Andrew Ebbett scooped up the puck and headed to the left wing, from which he launched a shot. Closing fast, Chuck Kobasew tipped the puck past Gibson.
It was Kobasew’s seventh goal and eighth point in six games since being sent down from Pittsburgh. The assist extended Ebbett’s points streak to 10 games (three goals, 10 assists), longest ongoing run in the AHL.
“He’s excited to play,” Hynes said of Kobasew. “He wasn’t having a great year with Pittsburgh (with only two goals) and he’s down here trying to get his game going. He’s a real high-character guy. He wants to play.”
Playing on a line with Ebbett doesn’t hurt.
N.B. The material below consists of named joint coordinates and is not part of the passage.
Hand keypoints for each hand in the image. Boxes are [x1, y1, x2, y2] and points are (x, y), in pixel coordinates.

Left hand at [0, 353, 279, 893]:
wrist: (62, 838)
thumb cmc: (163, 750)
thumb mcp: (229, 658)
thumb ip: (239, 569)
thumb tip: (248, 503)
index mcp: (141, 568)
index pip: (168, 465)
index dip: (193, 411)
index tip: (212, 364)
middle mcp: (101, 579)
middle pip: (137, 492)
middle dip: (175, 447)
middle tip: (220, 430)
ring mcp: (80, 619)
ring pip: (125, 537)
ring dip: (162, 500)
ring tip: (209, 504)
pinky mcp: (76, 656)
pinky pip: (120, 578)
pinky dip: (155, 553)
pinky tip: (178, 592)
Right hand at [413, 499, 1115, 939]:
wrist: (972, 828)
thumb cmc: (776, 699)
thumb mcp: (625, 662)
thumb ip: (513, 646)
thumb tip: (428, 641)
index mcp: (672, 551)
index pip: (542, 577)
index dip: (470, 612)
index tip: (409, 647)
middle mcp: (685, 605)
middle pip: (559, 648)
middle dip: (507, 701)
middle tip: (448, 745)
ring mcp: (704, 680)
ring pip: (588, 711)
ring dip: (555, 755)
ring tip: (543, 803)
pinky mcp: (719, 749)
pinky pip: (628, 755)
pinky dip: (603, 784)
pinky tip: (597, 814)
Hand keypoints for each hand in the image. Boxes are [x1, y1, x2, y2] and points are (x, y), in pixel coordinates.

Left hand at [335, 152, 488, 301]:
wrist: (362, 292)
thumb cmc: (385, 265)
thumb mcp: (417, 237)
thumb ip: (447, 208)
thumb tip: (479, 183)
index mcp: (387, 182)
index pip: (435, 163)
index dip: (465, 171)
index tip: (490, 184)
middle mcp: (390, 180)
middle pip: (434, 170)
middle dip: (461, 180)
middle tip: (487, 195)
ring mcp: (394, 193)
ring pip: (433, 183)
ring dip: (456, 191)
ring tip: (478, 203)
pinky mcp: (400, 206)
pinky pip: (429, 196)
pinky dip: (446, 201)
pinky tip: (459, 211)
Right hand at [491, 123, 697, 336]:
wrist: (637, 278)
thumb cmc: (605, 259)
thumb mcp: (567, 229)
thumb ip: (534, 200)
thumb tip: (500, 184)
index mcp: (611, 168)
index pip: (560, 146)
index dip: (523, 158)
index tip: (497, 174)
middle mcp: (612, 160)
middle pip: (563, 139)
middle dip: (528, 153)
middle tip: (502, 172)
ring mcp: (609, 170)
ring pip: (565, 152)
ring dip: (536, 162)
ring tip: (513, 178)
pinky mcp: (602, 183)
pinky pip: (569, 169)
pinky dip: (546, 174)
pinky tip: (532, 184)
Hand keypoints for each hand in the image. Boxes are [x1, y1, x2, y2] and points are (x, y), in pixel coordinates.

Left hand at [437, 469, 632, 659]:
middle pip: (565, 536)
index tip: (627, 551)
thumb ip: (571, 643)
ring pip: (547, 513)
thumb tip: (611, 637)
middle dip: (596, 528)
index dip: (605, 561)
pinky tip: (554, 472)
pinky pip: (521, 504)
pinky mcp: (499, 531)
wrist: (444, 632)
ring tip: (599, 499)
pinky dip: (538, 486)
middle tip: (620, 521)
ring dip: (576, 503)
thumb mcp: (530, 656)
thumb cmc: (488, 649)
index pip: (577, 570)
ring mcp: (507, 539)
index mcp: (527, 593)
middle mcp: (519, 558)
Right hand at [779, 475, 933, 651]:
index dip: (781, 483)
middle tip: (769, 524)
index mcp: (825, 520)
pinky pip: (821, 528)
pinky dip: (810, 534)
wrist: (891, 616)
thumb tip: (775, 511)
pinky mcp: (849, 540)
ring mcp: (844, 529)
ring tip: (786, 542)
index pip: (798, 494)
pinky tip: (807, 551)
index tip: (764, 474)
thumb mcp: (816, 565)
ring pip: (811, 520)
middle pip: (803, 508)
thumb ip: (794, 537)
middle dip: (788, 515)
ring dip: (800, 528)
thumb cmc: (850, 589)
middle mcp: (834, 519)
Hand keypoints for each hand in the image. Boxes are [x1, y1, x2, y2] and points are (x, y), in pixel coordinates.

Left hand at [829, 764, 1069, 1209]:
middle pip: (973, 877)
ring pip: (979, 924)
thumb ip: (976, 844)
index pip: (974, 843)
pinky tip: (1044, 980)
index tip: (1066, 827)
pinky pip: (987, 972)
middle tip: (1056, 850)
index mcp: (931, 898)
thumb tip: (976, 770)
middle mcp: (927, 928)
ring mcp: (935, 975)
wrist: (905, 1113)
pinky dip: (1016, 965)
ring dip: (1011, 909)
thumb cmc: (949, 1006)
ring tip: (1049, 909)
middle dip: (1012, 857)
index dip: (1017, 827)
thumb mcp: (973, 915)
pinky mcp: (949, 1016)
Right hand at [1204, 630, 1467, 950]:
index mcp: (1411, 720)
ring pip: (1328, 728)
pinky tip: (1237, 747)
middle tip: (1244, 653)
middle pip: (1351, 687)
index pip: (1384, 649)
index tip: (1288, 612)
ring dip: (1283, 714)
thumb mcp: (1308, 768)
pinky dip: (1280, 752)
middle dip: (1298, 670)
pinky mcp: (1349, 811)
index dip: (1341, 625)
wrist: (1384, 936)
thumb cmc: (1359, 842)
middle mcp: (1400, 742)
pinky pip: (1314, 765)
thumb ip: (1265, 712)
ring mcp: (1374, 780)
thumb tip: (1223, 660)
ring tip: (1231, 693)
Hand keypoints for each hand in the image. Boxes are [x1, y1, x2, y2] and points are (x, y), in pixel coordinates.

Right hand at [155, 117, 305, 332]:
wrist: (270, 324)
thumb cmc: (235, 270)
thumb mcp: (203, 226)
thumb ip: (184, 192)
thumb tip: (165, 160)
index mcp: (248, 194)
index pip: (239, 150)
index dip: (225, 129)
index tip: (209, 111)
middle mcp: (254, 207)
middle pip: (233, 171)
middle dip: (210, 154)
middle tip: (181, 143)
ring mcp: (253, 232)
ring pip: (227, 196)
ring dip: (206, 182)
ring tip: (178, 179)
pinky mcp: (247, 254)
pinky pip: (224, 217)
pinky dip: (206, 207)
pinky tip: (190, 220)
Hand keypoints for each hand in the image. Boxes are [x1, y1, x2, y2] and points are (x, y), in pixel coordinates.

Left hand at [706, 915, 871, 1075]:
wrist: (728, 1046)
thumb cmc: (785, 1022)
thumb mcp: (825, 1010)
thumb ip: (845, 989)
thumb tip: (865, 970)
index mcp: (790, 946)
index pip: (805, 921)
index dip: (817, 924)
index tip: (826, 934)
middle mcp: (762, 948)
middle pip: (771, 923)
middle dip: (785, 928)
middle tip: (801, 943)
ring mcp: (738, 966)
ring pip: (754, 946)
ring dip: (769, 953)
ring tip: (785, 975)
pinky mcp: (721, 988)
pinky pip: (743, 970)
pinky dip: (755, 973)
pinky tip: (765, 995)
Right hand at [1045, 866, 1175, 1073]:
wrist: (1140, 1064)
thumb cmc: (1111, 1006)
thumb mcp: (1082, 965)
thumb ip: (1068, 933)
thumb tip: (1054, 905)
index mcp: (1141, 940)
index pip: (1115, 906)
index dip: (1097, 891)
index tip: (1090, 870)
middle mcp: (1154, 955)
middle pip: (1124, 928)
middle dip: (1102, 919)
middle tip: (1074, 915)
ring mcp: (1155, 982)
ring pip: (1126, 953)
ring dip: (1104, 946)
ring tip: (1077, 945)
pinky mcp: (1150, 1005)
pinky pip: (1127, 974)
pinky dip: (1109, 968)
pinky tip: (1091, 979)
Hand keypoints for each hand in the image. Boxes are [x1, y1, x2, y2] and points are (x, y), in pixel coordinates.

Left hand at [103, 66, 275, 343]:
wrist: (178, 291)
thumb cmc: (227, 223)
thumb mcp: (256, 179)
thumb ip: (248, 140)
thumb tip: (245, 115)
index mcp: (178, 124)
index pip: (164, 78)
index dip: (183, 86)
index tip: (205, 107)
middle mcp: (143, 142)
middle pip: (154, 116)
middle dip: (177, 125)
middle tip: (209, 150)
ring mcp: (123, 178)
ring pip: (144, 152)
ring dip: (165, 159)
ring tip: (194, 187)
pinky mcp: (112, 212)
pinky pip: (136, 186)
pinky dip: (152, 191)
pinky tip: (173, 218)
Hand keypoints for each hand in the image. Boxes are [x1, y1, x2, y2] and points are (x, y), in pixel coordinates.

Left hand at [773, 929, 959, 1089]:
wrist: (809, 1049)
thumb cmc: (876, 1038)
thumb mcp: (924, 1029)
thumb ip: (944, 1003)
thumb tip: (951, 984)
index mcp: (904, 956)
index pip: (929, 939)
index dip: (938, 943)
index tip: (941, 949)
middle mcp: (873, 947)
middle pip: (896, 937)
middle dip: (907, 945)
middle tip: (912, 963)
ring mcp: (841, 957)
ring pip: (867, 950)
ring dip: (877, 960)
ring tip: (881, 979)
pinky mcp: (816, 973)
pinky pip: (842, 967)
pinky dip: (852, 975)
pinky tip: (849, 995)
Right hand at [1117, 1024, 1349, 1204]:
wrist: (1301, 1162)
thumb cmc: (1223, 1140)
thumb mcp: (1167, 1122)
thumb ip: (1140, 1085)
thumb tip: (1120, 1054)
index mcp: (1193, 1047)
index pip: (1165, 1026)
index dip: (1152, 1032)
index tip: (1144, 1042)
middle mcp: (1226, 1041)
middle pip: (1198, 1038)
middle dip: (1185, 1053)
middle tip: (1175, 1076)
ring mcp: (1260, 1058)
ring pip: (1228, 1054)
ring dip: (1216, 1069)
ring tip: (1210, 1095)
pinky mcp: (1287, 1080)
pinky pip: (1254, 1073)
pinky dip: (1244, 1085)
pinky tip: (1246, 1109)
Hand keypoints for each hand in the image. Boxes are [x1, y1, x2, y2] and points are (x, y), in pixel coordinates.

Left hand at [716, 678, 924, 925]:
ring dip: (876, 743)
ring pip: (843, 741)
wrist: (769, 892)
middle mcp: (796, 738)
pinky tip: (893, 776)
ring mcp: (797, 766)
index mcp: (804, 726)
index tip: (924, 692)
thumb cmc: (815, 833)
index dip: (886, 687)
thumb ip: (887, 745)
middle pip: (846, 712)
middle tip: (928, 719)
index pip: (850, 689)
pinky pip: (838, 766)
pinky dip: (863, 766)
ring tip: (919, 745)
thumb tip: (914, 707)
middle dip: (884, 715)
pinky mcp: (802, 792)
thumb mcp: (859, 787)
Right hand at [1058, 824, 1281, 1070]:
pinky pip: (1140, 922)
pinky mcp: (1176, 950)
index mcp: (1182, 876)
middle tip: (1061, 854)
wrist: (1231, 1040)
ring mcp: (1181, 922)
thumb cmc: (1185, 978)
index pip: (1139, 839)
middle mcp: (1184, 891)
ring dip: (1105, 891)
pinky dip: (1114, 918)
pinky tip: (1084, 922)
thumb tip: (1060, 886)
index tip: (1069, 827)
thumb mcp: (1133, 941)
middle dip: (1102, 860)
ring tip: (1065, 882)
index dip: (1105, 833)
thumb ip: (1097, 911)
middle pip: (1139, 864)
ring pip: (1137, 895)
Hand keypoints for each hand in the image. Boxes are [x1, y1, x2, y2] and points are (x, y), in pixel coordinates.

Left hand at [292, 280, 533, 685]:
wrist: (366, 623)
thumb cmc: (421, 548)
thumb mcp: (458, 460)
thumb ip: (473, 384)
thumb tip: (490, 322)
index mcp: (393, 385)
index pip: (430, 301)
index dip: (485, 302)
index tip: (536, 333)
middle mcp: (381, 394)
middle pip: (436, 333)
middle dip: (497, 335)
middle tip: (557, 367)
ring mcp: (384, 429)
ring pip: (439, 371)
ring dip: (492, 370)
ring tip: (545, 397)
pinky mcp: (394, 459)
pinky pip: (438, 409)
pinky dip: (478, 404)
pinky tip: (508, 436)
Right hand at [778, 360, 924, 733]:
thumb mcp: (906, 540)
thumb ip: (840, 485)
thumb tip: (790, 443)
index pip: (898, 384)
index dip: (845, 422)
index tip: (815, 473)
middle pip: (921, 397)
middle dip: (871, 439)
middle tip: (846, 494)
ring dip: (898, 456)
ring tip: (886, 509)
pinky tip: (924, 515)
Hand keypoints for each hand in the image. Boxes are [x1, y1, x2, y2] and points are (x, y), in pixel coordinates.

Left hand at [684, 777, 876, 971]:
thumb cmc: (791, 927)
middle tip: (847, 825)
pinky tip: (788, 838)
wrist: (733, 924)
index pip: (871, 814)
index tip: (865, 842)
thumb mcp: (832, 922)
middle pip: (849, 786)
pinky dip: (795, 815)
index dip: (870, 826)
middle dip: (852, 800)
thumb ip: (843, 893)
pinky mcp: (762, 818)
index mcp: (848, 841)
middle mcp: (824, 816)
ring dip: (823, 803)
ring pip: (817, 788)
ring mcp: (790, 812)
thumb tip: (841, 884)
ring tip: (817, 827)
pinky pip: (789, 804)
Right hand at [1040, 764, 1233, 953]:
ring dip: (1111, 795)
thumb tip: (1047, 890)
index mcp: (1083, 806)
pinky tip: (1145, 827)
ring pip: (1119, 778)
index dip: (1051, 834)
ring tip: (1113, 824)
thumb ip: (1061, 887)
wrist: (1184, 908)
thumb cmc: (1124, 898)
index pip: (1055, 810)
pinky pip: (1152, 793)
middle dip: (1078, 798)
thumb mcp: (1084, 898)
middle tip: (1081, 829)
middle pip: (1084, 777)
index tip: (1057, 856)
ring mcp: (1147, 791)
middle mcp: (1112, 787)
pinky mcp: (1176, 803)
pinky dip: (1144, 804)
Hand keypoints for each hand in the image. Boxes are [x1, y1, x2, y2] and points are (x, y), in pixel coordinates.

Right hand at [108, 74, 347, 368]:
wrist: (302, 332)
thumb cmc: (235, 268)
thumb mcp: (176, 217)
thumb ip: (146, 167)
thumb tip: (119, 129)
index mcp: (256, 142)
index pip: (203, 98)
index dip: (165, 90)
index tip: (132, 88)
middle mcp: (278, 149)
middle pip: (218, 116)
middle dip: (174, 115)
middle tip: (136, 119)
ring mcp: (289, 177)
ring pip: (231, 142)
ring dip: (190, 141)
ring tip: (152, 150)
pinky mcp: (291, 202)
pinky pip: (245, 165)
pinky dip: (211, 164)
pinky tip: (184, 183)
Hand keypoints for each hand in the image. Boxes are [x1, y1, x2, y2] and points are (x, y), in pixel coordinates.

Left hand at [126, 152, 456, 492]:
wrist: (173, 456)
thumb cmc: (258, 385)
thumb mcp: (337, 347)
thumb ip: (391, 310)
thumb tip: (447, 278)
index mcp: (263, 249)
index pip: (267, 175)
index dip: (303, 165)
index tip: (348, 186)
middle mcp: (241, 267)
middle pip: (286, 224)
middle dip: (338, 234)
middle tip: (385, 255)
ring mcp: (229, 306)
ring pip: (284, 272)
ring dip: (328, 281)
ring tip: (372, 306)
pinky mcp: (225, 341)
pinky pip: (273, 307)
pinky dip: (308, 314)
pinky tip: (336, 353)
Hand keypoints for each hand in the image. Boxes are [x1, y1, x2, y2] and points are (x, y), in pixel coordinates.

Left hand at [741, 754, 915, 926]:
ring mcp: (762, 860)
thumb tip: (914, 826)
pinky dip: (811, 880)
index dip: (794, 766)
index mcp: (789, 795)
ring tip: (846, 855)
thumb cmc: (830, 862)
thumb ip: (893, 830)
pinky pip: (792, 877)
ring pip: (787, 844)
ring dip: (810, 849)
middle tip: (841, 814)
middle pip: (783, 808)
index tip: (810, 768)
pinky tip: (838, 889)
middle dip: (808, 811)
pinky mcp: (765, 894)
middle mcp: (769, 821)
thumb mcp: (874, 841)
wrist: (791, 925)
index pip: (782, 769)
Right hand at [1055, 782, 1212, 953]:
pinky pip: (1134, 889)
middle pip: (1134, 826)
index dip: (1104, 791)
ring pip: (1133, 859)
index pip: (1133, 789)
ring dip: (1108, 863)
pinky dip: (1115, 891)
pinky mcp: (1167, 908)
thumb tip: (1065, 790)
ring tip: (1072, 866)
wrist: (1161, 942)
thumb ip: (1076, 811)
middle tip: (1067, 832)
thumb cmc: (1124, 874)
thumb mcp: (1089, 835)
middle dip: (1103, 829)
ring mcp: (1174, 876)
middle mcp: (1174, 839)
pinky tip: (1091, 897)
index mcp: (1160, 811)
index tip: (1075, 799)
“For sure,” Hyne said. “They’re really consistent, and it’s nice to see them get rewarded for their work.”
But Norfolk countered with a strong individual effort by Emerson Etem, who took a pass from David Steckel and headed in alone toward what appeared to be a well-defensed WBS goal.
Etem shook off Dumoulin’s stick, spinning the defenseman around, and backhanded the puck past Mannino to make it 2-1.
The goal came at 12:34 and was scored on the first Admiral shot of the period.
From there, Norfolk generated little in losing its third game in a row and falling farther behind some of the competition for Eastern Conference playoff spots. The Admirals are in eighth.
“We’re really not paying much attention to that,” Hynes said. “We’re just trying to win games and get points.”